Well, some people do, but not everyone.
“See, I don’t think he’s a cheat,” Hall of Fame quarterback and Seahawks radio analyst Warren Moon said on CBS Sports Radio’s Ferrall on the Bench. “I think he’s just trying to push the envelope and just trying to get an advantage. Every quarterback has the opportunity to try and make the balls the way they want them to be. I don’t think taking a pound of pressure out of a football makes you that much of a cheater, but that is the rule and you got to go by the rules – and he broke the rule if he’s guilty of doing this.
“It’s too bad he just didn’t be more forthcoming in the beginning when they first asked him about it,” Moon continued. “If he would have said ‘Yeah, we let some air out of the ball, I think he would have got a $25,000 fine and this whole thing would have been over with. But I think because he denied it and all this information has come out now because of this investigation by Ted Wells and his crew, and they weren’t forthcoming with the investigation, I think that just added on to it.”
But why do athletes typically lie when confronted or accused of wrongdoing? We’ve seen it with Barry Bonds, Roger Clemens, Alex Rodriguez and dozens of other high-profile athletes. Why not just admit the truth?
“Well, I don’t think anybody ever wants to admit that they did anything wrong,” Moon said. “You’re talking about athletes that have the highest of egos, and they don’t ever want to admit that they had to do something extra to make themselves better. That has a lot to do with it. And once you start lying, you have to continue to keep lying because they just seem to catch up with you. At some point, when they’ve got you dead to rights, that’s when you come clean and ask for forgiveness. But I think every player is going to try and do that until somebody has him dead to rights or has a smoking gun.”
Ted Wells, to be fair, didn’t have a smoking gun – which is why the Patriots are poking holes in his report and attacking his credibility. Moon, however, feels the Patriots should be mad at Brady, not Wells.
“Of course the Patriots are going to come down hard on (Wells) because of his history with the NFL and some of the other cases that he’s investigated,” Moon said. “Of course they’re going to think it’s a personal thing.
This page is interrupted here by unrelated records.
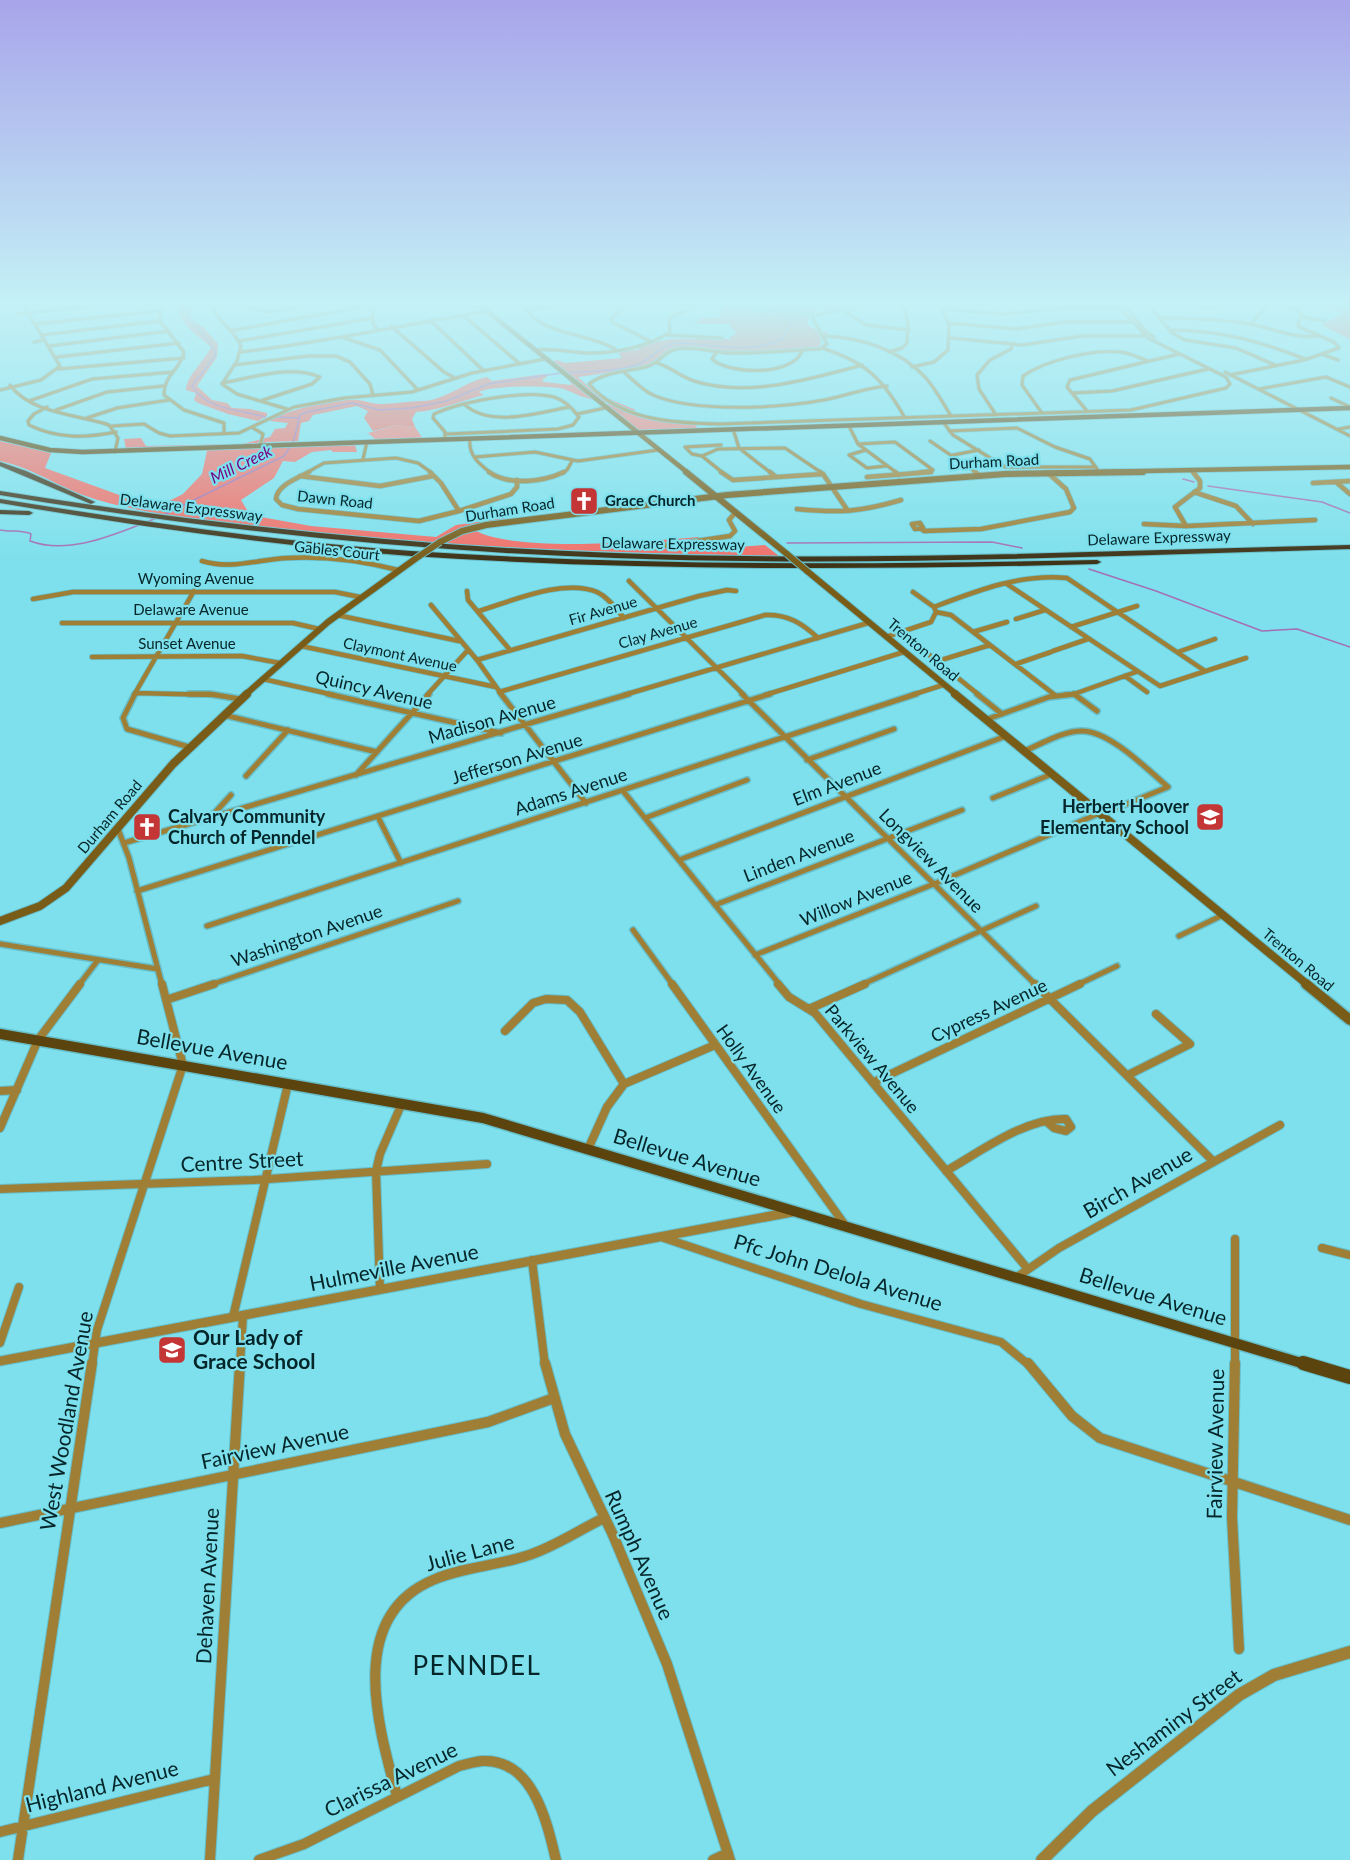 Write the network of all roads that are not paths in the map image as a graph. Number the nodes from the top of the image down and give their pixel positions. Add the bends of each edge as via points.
1 (12, 390) edge
2 (61, 390) edge
3 (128, 390) edge
4 (163, 390) edge
5 (231, 390) edge
6 (291, 390) edge
7 (373, 390) edge
8 (418, 390) edge
9 (583, 390) edge
10 (593, 390) edge
11 (644, 390) edge
12 (861, 390) edge
13 (889, 390) edge
14 (935, 390) edge
15 (979, 390) edge
16 (1025, 390) edge
17 (1070, 390) edge
18 (1117, 390) edge
19 (1219, 390) edge
20 (1260, 390) edge
21 (1072, 393) junction
22 (374, 395) junction
23 (1331, 398) dead end
24 (605, 399) junction
25 (169, 400) junction
26 (29, 401) junction
27 (262, 401) junction
28 (597, 401) junction
29 (464, 404) junction
30 (47, 407) junction
31 (569, 407) junction
32 (1350, 407) edge
33 (605, 408) junction
34 (287, 409) junction
35 (56, 410) junction
36 (1298, 410) junction
37 (1087, 411) junction
38 (1042, 413) junction
39 (577, 414) junction
40 (996, 415) junction
41 (1070, 415) junction
42 (951, 416) junction
43 (87, 418) junction
44 (905, 418) junction
45 (943, 422) junction
46 (794, 424) junction
47 (112, 426) junction
48 (849, 426) junction
49 (1350, 427) edge
50 (253, 428) junction
51 (733, 429) junction
52 (1338, 430) junction
53 (949, 431) junction
54 (116, 432) junction
55 (636, 433) junction
56 (224, 434) junction
57 (1350, 436) edge
58 (445, 437) junction
59 (0, 438) edge
60 (470, 439) junction
61 (930, 441) dead end
62 (367, 444) junction
63 (858, 444) junction
64 (260, 446) junction
65 (737, 446) junction
66 (658, 450) junction
67 (866, 450) junction
68 (979, 450) junction
69 (115, 452) junction
70 (953, 455) junction
71 (702, 456) junction
72 (475, 457) junction
73 (363, 459) junction
74 (572, 461) junction
75 (0, 464) edge
76 (887, 466) junction
77 (1350, 467) edge
78 (1097, 470) junction
79 (1192, 471) junction
80 (1048, 473) junction
81 (823, 474) junction
82 (899, 475) junction
83 (300, 476) junction
84 (433, 476) junction
85 (981, 476) junction
86 (777, 477) junction
87 (867, 477) dead end
88 (517, 480) junction
89 (1350, 481) edge
90 (905, 482) junction
91 (1336, 482) junction
92 (1313, 483) dead end
93 (832, 487) junction
94 (1194, 492) junction
95 (0, 493) edge
96 (1350, 494) edge
97 (715, 496) junction
98 (901, 500) dead end
99 (0, 501) edge
100 (797, 509) dead end
101 (459, 511) junction
102 (0, 512) edge
103 (848, 512) junction
104 (735, 513) junction
105 (152, 516) junction
106 (103, 519) junction
107 (1315, 520) dead end
108 (1144, 524) dead end
109 (1253, 524) junction
110 (1186, 526) junction
111 (920, 528) dead end
112 (663, 546) dead end
113 (1350, 547) edge
114 (1350, 555) edge
115 (202, 561) dead end
116 (398, 570) junction
117 (629, 581) dead end
118 (1007, 584) junction
119 (194, 591) junction
120 (466, 591) dead end
121 (736, 591) dead end
122 (913, 592) dead end
123 (360, 597) junction
124 (33, 600) dead end
125 (431, 604) dead end
126 (1137, 606) dead end
127 (657, 609) junction
128 (935, 610) junction
129 (1045, 610) junction
130 (479, 611) junction
131 (1117, 612) junction
132 (337, 615) junction
133 (624, 618) junction
134 (1016, 619) dead end
135 (176, 622) junction
136 (1007, 622) dead end
137 (62, 623) dead end
138 (868, 623) junction
139 (1071, 627) junction
140 (319, 629) junction
141 (901, 632) junction
142 (973, 632) junction
143 (886, 637) junction
144 (685, 638) junction
145 (818, 638) junction
146 (1088, 639) junction
147 (1215, 639) dead end
148 (459, 641) junction
149 (990, 645) junction
150 (301, 646) junction
151 (468, 650) junction
152 (510, 651) junction
153 (904, 652) junction
154 (1178, 652) junction
155 (156, 656) junction
156 (92, 657) dead end
157 (1246, 658) dead end
158 (477, 660) junction
159 (938, 661) junction
160 (280, 663) junction
161 (1016, 664) junction
162 (716, 668) junction
163 (1205, 671) junction
164 (1136, 672) junction
165 (443, 676) junction
166 (1125, 676) junction
167 (263, 679) junction
168 (943, 685) junction
169 (497, 689) junction
170 (1147, 692) dead end
171 (135, 693) junction
172 (1074, 694) junction
173 (1055, 695) junction
174 (240, 699) junction
175 (749, 701) junction
176 (1097, 711) dead end
177 (411, 712) junction
178 (1002, 714) junction
179 (223, 715) junction
180 (985, 720) junction
181 (525, 726) junction
182 (894, 729) dead end
183 (288, 730) junction
184 (502, 733) junction
185 (1006, 736) junction
186 (784, 737) junction
187 (189, 747) junction
188 (1024, 751) junction
189 (377, 752) junction
190 (807, 760) junction
191 (555, 763) junction
192 (1052, 774) junction
193 (246, 776) dead end
194 (356, 776) junction
195 (747, 780) dead end
196 (623, 791) junction
197 (231, 795) dead end
198 (845, 797) junction
199 (993, 798) dead end
200 (586, 803) junction
201 (962, 810) dead end
202 (1101, 814) junction
203 (378, 817) junction
204 (645, 818) junction
205 (210, 819) junction
206 (118, 829) junction
207 (888, 838) junction
208 (124, 843) junction
209 (679, 860) junction
210 (401, 863) junction
211 (934, 884) junction
212 (137, 891) junction
213 (458, 901) dead end
214 (715, 905) junction
215 (1036, 906) dead end
216 (1223, 915) junction
217 (0, 921) edge
218 (207, 926) dead end
219 (633, 930) dead end
220 (982, 932) junction
221 (1179, 936) dead end
222 (0, 944) edge
223 (755, 955) junction
224 (98, 960) junction
225 (1117, 966) dead end
226 (158, 969) junction
227 (1050, 998) junction
228 (166, 1000) junction
229 (809, 1009) junction
230 (1156, 1014) dead end
231 (1350, 1020) edge
232 (505, 1031) dead end
233 (0, 1034) edge
234 (38, 1040) junction
235 (715, 1045) junction
236 (183, 1065) junction
237 (1128, 1075) junction
238 (874, 1082) junction
239 (288, 1083) junction
240 (624, 1084) junction
241 (0, 1090) edge
242 (17, 1090) junction
243 (402, 1103) junction
244 (1046, 1121) dead end
245 (1280, 1125) dead end
246 (0, 1128) edge
247 (588, 1149) junction
248 (1214, 1161) junction
249 (487, 1164) dead end
250 (376, 1171) junction
251 (946, 1171) junction
252 (266, 1179) junction
253 (145, 1184) junction
254 (0, 1189) edge
255 (795, 1211) junction
256 (845, 1226) junction
257 (658, 1236) junction
258 (1234, 1239) dead end
259 (1323, 1248) dead end
260 (1350, 1255) edge
261 (532, 1260) junction
262 (1027, 1268) junction
263 (1017, 1277) junction
264 (19, 1287) dead end
265 (380, 1289) junction
266 (238, 1316) junction
267 (1235, 1342) junction
268 (0, 1343) edge
269 (94, 1343) junction
270 (0, 1361) edge
271 (1350, 1377) edge
272 (554, 1398) junction
273 (232, 1474) junction
274 (1234, 1483) junction
275 (69, 1509) junction
276 (604, 1518) junction
277 (1350, 1520) edge
278 (0, 1523) edge
279 (1239, 1649) dead end
280 (1350, 1652) edge
281 (214, 1779) junction
282 (397, 1796) junction
283 (23, 1826) junction
284 (0, 1832) edge
285 (729, 1856) edge
286 (18, 1860) edge
287 (210, 1860) edge
288 (259, 1860) edge
289 (556, 1860) edge
290 (713, 1860) edge
291 (1042, 1860) edge

1 - 26 street
2 - 26 street
3 - 35 street via 107,392
4 - 25 street
5 - 27 street
6 - 27 street
7 - 22 street
8 - 22 street
9 - 28 main road, Trenton Road
10 - 24 street
11 - 12 street via 677,402 702,405 811,402
13 - 44 street
14 - 42 street
15 - 40 street
16 - 38 street
17 - 21 street
18 - 21 street
19 - 37 street via 1147,407
20 - 36 street
21 - 37 street
22 - 34 street
23 - 32 street
24 - 28 street
24 - 46 street via 630,411 677,422
25 - 43 street via 116,407
25 - 56 street via 189,413 222,423
26 - 30 street
27 - 34 street
28 - 33 main road, Trenton Road
29 - 31 street via 539,395 558,398
29 - 31 street via 487,416
29 - 58 street via 433,416
30 - 35 street
30 - 54 street via 29,418 30,426 78,438
31 - 39 street
32 - 36 main road
33 - 39 street
33 - 55 main road, Trenton Road
34 - 50 street
35 - 43 street
36 - 41 main road
36 - 52 street
37 - 41 street
38 - 40 street
38 - 41 street
39 - 58 street via 578,422 562,429
40 - 42 street
41 - 45 main road
42 - 44 street
43 - 47 street
44 - 46 street
45 - 48 main road
45 - 53 street
46 - 48 main road
46 - 51 main road
47 - 54 street
47 - 56 street via 144,423 170,436
48 - 63 street
49 - 52 street
50 - 56 street
50 - 64 street via 264,434
51 - 55 main road
51 - 65 street
52 - 57 street
53 - 68 street
53 - 78 street via 1017,428 1090,459
54 - 69 street
55 - 60 main road
55 - 66 main road, Trenton Road
58 - 60 main road
58 - 62 main road
59 - 69 main road via 55,451
60 - 72 street
61 - 70 street
62 - 64 main road
62 - 73 street
63 - 67 street
63 - 82 street via 895,442 933,470
64 - 69 main road
65 - 71 street
65 - 71 street via 685,447
65 - 81 street via 785,448
65 - 86 street
66 - 74 street
66 - 97 main road, Trenton Road
67 - 76 street
67 - 76 street via 849,454 867,468
68 - 70 street
68 - 78 street via 1010,469
70 - 85 street
71 - 86 street via 730,479
72 - 74 street via 538,452
72 - 88 street via 496,477
73 - 83 street, Dawn Road via 324,463
73 - 84 street, Dawn Road via 411,459 420,462
74 - 88 street via 561,474
75 - 105 highway via 81,499
76 - 82 street
77 - 79 main road, Durham Road
78 - 79 main road, Durham Road
78 - 80 main road, Durham Road
79 - 94 street via 1201,486
80 - 85 main road, Durham Road
80 - 111 street via 1066,489 1074,508 1070,513 981,529
81 - 86 street
81 - 93 street
82 - 87 street
82 - 90 street
83 - 84 street via 380,486
83 - 101 street, Dawn Road via 277,492 276,499 282,505 419,521
84 - 101 street, Dawn Road via 448,491
85 - 90 main road, Durham Road
88 - 101 street, Dawn Road via 517,487 510,494
89 - 91 street
90 - 93 main road, Durham Road
91 - 92 street
91 - 96 street
93 - 97 main road, Durham Road
93 - 103 street
94 - 109 street via 1236,506
94 - 110 street via 1175,507
95 - 105 highway, Delaware Expressway
97 - 104 main road, Trenton Road
97 - 116 main road, Durham Road, bridge via 486,525 440,542
98 - 103 street
99 - 106 highway, Delaware Expressway
100 - 103 street
102 - 106 highway
104 - 112 street via 729,520 735,531 730,536
104 - 138 main road, Trenton Road, bridge
105 - 113 highway, Delaware Expressway via 298,535 574,555 870,559
106 - 114 highway, Delaware Expressway via 401,553 694,567 910,567
107 - 109 street
108 - 110 street
109 - 110 street
115 - 116 street, Gables Court via 238,564 289,558
116 - 123 main road, Durham Road
117 - 127 street, Longview Avenue
118 - 128 street
118 - 129 street
118 - 131 street via 1038,576 1067,578
119 - 123 street, Wyoming Avenue via 335,592
119 - 124 street, Wyoming Avenue via 68,592
119 - 135 street
120 - 130 street
121 - 127 street, Fir Avenue
122 - 128 street
123 - 132 main road, Durham Road
125 - 148 street
126 - 131 street
127 - 133 street, Fir Avenue
127 - 144 street, Longview Avenue
128 - 141 street via 931,622
128 - 142 street via 951,615
129 - 134 street
129 - 139 street
130 - 133 street via 552,591 580,588 601,594
130 - 152 street
131 - 139 street
131 - 154 street
132 - 140 main road, Durham Road
132 - 148 street
133 - 152 street, Fir Avenue
135 - 137 street, Delaware Avenue
135 - 140 street, Delaware Avenue via 293,623
135 - 155 street
136 - 142 street
138 - 143 main road, Trenton Road
138 - 145 street, Madison Avenue
139 - 146 street
140 - 150 main road, Durham Road
141 - 143 street
141 - 159 street
142 - 149 street
143 - 153 main road, Trenton Road
144 - 145 street, Clay Avenue via 775,615 795,619
144 - 162 street, Longview Avenue
144 - 169 street, Clay Avenue
145 - 162 street, Madison Avenue
146 - 161 street
146 - 164 street
147 - 154 street
148 - 151 street
149 - 159 street
149 - 161 street
150 - 160 main road, Durham Road
150 - 165 street, Claymont Avenue
151 - 158 street
151 - 165 street
152 - 158 street, Fir Avenue
153 - 168 main road, Trenton Road
153 - 175 street, Jefferson Avenue
154 - 163 street
155 - 156 street, Sunset Avenue
155 - 160 street, Sunset Avenue via 242,656
155 - 171 street
157 - 163 street
158 - 169 street
159 - 178 street
160 - 167 main road, Durham Road
161 - 173 street
162 - 175 street, Longview Avenue
162 - 181 street, Madison Avenue
163 - 164 street via 1160,686
164 - 166 street
165 - 169 street, Claymont Avenue
165 - 177 street
166 - 170 street
166 - 172 street
167 - 174 main road, Durham Road
167 - 177 street, Quincy Avenue
168 - 180 main road, Trenton Road
168 - 186 street, Adams Avenue
169 - 181 street
171 - 174 street via 210,694
171 - 187 street via 124,714 125,728
172 - 173 street
172 - 176 street
173 - 178 street
174 - 179 main road, Durham Road
175 - 186 street, Longview Avenue
175 - 191 street, Jefferson Avenue
177 - 184 street, Quincy Avenue
177 - 189 street
178 - 180 street
179 - 183 street
179 - 187 main road, Durham Road
180 - 185 main road, Trenton Road
181 - 184 street, Madison Avenue
181 - 191 street
182 - 190 street
183 - 189 street
183 - 193 street
184 - 194 street, Madison Avenue
185 - 188 main road, Trenton Road
185 - 198 street, Elm Avenue
186 - 190 street, Longview Avenue
186 - 196 street, Adams Avenue
187 - 206 main road, Durham Road
188 - 192 main road, Trenton Road
188 - 202 street, Willow Avenue via 1090,731 1168,787
189 - 194 street
190 - 198 street, Longview Avenue
191 - 200 street
191 - 203 street, Jefferson Avenue
192 - 199 street
192 - 202 main road, Trenton Road
194 - 205 street, Madison Avenue
195 - 204 street
196 - 200 street, Adams Avenue
196 - 204 street, Parkview Avenue
197 - 205 street
198 - 207 street, Longview Avenue
198 - 209 street, Elm Avenue
200 - 210 street, Adams Avenue
201 - 207 street, Linden Avenue
202 - 211 street, Willow Avenue
202 - 216 main road, Trenton Road
203 - 210 street
203 - 212 street, Jefferson Avenue
204 - 209 street, Parkview Avenue
205 - 208 street, Madison Avenue
206 - 208 street
206 - 217 main road, Durham Road via 58,894
207 - 211 street, Longview Avenue
207 - 214 street, Linden Avenue
208 - 212 street
209 - 214 street, Parkview Avenue
210 - 218 street, Adams Avenue
211 - 220 street, Longview Avenue
211 - 223 street, Willow Avenue
212 - 226 street
213 - 228 street, Washington Avenue
214 - 223 street, Parkview Avenue
215 - 220 street
216 - 221 street
216 - 231 main road, Trenton Road
219 - 235 street, Holly Avenue
220 - 227 street, Longview Avenue
220 - 229 street
222 - 224 street
223 - 229 street, Parkview Avenue via 789,997
224 - 226 street
224 - 234 street
225 - 227 street, Cypress Avenue
226 - 228 street
227 - 237 street, Longview Avenue
227 - 238 street, Cypress Avenue
228 - 236 street
229 - 238 street, Parkview Avenue
230 - 237 street via 1190,1044
232 - 240 street via 533,1003 567,1000 575,1004
233 - 234 main road, Bellevue Avenue
234 - 236 main road, Bellevue Avenue
234 - 242 street
235 - 240 street
235 - 256 street, Holly Avenue
236 - 239 main road, Bellevue Avenue
236 - 253 street, West Woodland Avenue
237 - 248 street, Longview Avenue
238 - 251 street, Parkview Avenue
239 - 243 main road, Bellevue Avenue
239 - 252 street, Dehaven Avenue
240 - 247 street via 607,1107
241 - 242 street
242 - 246 street
243 - 247 main road, Bellevue Avenue via 483,1118
243 - 250 street
244 - 251 street via 1019,1131
245 - 248 street, Birch Avenue
247 - 255 main road, Bellevue Avenue
248 - 262 street, Birch Avenue
249 - 250 street, Centre Street
250 - 252 street, Centre Street
250 - 265 street
251 - 262 street, Parkview Avenue
252 - 253 street, Centre Street
252 - 266 street, Dehaven Avenue
253 - 254 street, Centre Street
253 - 269 street, West Woodland Avenue
255 - 256 main road, Bellevue Avenue
255 - 257 street, Hulmeville Avenue
256 - 263 main road, Bellevue Avenue
257 - 261 street, Hulmeville Avenue
257 - 274 street, Pfc John Delola Avenue via 861,1304 1006,1345 1092,1432
258 - 267 street, Fairview Avenue
259 - 260 street
261 - 265 street, Hulmeville Avenue
261 - 272 street, Rumph Avenue via 545,1363
262 - 263 street, Birch Avenue
263 - 267 main road, Bellevue Avenue
264 - 268 street
265 - 266 street, Hulmeville Avenue
266 - 269 street, Hulmeville Avenue
266 - 273 street, Dehaven Avenue
267 - 271 main road, Bellevue Avenue
267 - 274 street, Fairview Avenue
269 - 270 street, Hulmeville Avenue
269 - 275 street, West Woodland Avenue
272 - 273 street, Fairview Avenue via 488,1422
272 - 276 street, Rumph Avenue via 565,1434
273 - 275 street, Fairview Avenue
273 - 281 street, Dehaven Avenue
274 - 277 street, Pfc John Delola Avenue
274 - 279 street, Fairview Avenue via 1232,1528
275 - 278 street, Fairview Avenue
275 - 283 street, West Woodland Avenue
276 - 282 street, Julie Lane via 527,1556 432,1580 413,1590 395,1607 378,1643 375,1668 378,1711
276 - 285 street, Rumph Avenue via 667,1664
280 - 291 street, Neshaminy Street via 1274,1675 1239,1695 1092,1811
281 - 283 street, Highland Avenue
281 - 287 street, Dehaven Avenue
282 - 288 street, Clarissa Avenue via 304,1844
282 - 289 street, Clarissa Avenue via 471,1762 507,1767 524,1778 536,1794
283 - 284 street, Highland Avenue
283 - 286 street, West Woodland Avenue
285 - 290 street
I think if Tom would have given over his text messages and his electronic information, if there wasn’t nothing there, that would have squashed a lot of this. But because he didn’t, that made it even more (likely) that there was some guilt there. So I think Tom had a whole lot to do with this thing becoming as big as it became because he didn’t give up the information. He didn’t really cooperate with the investigation the way he should have, and that made it worse. That makes it all open to speculation. And even though it’s all circumstantial evidence, it’s pretty strong circumstantial evidence. You look at Aaron Hernandez. All the information on him was circumstantial, but it was enough to make him guilty and he’s going to prison for the rest of his life. So even though it’s circumstantial, that doesn’t always mean it’s not enough evidence there to show that you might be guilty.”